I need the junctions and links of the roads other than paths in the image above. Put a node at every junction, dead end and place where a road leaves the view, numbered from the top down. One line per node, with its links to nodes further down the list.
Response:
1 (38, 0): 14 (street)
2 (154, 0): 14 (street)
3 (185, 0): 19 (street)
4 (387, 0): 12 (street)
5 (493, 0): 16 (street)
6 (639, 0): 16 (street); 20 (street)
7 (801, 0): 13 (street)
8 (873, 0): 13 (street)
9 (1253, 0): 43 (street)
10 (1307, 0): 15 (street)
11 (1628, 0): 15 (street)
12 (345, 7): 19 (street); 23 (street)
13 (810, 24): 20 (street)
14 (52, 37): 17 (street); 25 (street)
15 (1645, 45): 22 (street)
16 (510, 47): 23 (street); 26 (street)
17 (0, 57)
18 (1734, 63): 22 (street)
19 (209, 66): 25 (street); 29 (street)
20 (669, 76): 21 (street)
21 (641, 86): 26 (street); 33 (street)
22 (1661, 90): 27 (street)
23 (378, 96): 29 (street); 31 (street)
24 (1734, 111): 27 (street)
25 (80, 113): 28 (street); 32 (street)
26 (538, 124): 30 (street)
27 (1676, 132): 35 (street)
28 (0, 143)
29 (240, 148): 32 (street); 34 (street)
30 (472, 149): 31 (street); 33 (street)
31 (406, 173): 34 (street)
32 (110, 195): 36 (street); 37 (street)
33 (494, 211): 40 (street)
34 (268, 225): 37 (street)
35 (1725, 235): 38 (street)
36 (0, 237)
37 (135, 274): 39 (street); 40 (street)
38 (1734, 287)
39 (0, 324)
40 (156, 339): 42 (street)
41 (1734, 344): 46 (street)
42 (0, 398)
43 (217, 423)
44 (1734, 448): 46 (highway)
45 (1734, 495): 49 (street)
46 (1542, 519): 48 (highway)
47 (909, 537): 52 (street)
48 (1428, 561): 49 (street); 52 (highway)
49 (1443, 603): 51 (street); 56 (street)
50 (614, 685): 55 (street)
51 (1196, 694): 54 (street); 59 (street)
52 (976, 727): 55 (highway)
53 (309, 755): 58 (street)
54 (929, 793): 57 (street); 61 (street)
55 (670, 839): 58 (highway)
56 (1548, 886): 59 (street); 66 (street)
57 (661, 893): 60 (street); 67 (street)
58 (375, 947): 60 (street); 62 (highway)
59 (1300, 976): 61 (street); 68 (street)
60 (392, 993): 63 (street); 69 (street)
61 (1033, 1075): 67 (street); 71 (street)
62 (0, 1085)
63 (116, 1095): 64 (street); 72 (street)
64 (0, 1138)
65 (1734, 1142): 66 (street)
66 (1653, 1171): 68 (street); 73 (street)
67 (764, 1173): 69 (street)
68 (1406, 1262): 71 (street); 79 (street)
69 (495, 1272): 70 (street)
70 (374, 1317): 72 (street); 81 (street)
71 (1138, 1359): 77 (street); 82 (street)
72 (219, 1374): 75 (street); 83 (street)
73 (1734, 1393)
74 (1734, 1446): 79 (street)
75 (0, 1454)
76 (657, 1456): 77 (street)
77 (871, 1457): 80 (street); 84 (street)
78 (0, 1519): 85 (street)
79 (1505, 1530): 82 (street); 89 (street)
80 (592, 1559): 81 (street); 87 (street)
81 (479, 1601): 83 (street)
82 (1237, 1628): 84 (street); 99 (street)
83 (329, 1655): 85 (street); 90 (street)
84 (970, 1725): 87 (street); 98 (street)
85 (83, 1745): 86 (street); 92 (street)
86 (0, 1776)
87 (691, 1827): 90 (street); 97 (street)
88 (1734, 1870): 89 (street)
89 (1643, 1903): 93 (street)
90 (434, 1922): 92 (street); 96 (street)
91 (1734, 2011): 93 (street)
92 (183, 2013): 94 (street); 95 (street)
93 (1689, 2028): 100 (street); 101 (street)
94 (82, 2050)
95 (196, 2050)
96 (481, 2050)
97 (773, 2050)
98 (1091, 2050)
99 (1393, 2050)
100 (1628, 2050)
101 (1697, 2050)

### Work item
All the entries are to be set down exactly as they appear.

### Result
I need the junctions and links of the roads other than paths in the image above. Put a node at every junction, dead end and place where a road leaves the view, numbered from the top down. One line per node, with its links to nodes further down the list.
Response:
1 (38, 0): 14 (street)
2 (154, 0): 14 (street)
3 (185, 0): 19 (street)
4 (387, 0): 12 (street)
5 (493, 0): 16 (street)
6 (639, 0): 16 (street); 20 (street)
7 (801, 0): 13 (street)
8 (873, 0): 13 (street)
9 (1253, 0): 43 (street)
10 (1307, 0): 15 (street)
11 (1628, 0): 15 (street)
12 (345, 7): 19 (street); 23 (street)
13 (810, 24): 20 (street)
14 (52, 37): 17 (street); 25 (street)
15 (1645, 45): 22 (street)
16 (510, 47): 23 (street); 26 (street)
17 (0, 57)
18 (1734, 63): 22 (street)
19 (209, 66): 25 (street); 29 (street)
20 (669, 76): 21 (street)
21 (641, 86): 26 (street); 33 (street)
22 (1661, 90): 27 (street)
23 (378, 96): 29 (street); 31 (street)
24 (1734, 111): 27 (street)
25 (80, 113): 28 (street); 32 (street)
26 (538, 124): 30 (street)
27 (1676, 132): 35 (street)
28 (0, 143)
29 (240, 148): 32 (street); 34 (street)
30 (472, 149): 31 (street); 33 (street)
31 (406, 173): 34 (street)
32 (110, 195): 36 (street); 37 (street)
33 (494, 211): 40 (street)
34 (268, 225): 37 (street)
35 (1725, 235): 38 (street)
36 (0, 237)
37 (135, 274): 39 (street); 40 (street)
38 (1734, 287)
39 (0, 324)
40 (156, 339): 42 (street)
41 (1734, 344): 46 (street)
42 (0, 398)
43 (217, 423)
44 (1734, 448): 46 (highway)
45 (1734, 495): 49 (street)
46 (1542, 519): 48 (highway)
47 (909, 537): 52 (street)
48 (1428, 561): 49 (street); 52 (highway)
49 (1443, 603): 51 (street); 56 (street)
50 (614, 685): 55 (street)
51 (1196, 694): 54 (street); 59 (street)
52 (976, 727): 55 (highway)
53 (309, 755): 58 (street)
54 (929, 793): 57 (street); 61 (street)
55 (670, 839): 58 (highway)
56 (1548, 886): 59 (street); 66 (street)
57 (661, 893): 60 (street); 67 (street)
58 (375, 947): 60 (street); 62 (highway)
59 (1300, 976): 61 (street); 68 (street)
60 (392, 993): 63 (street); 69 (street)
61 (1033, 1075): 67 (street); 71 (street)
62 (0, 1085)
63 (116, 1095): 64 (street); 72 (street)
64 (0, 1138)
65 (1734, 1142): 66 (street)
66 (1653, 1171): 68 (street); 73 (street)
67 (764, 1173): 69 (street)
68 (1406, 1262): 71 (street); 79 (street)
69 (495, 1272): 70 (street)
70 (374, 1317): 72 (street); 81 (street)
71 (1138, 1359): 77 (street); 82 (street)
72 (219, 1374): 75 (street); 83 (street)
73 (1734, 1393)
74 (1734, 1446): 79 (street)
75 (0, 1454)
76 (657, 1456): 77 (street)
77 (871, 1457): 80 (street); 84 (street)
78 (0, 1519): 85 (street)
79 (1505, 1530): 82 (street); 89 (street)
80 (592, 1559): 81 (street); 87 (street)
81 (479, 1601): 83 (street)
82 (1237, 1628): 84 (street); 99 (street)
83 (329, 1655): 85 (street); 90 (street)
84 (970, 1725): 87 (street); 98 (street)
85 (83, 1745): 86 (street); 92 (street)
86 (0, 1776)
87 (691, 1827): 90 (street); 97 (street)
88 (1734, 1870): 89 (street)
89 (1643, 1903): 93 (street)
90 (434, 1922): 92 (street); 96 (street)
91 (1734, 2011): 93 (street)
92 (183, 2013): 94 (street); 95 (street)
93 (1689, 2028): 100 (street); 101 (street)
94 (82, 2050)
95 (196, 2050)
96 (481, 2050)
97 (773, 2050)
98 (1091, 2050)
99 (1393, 2050)
100 (1628, 2050)
101 (1697, 2050)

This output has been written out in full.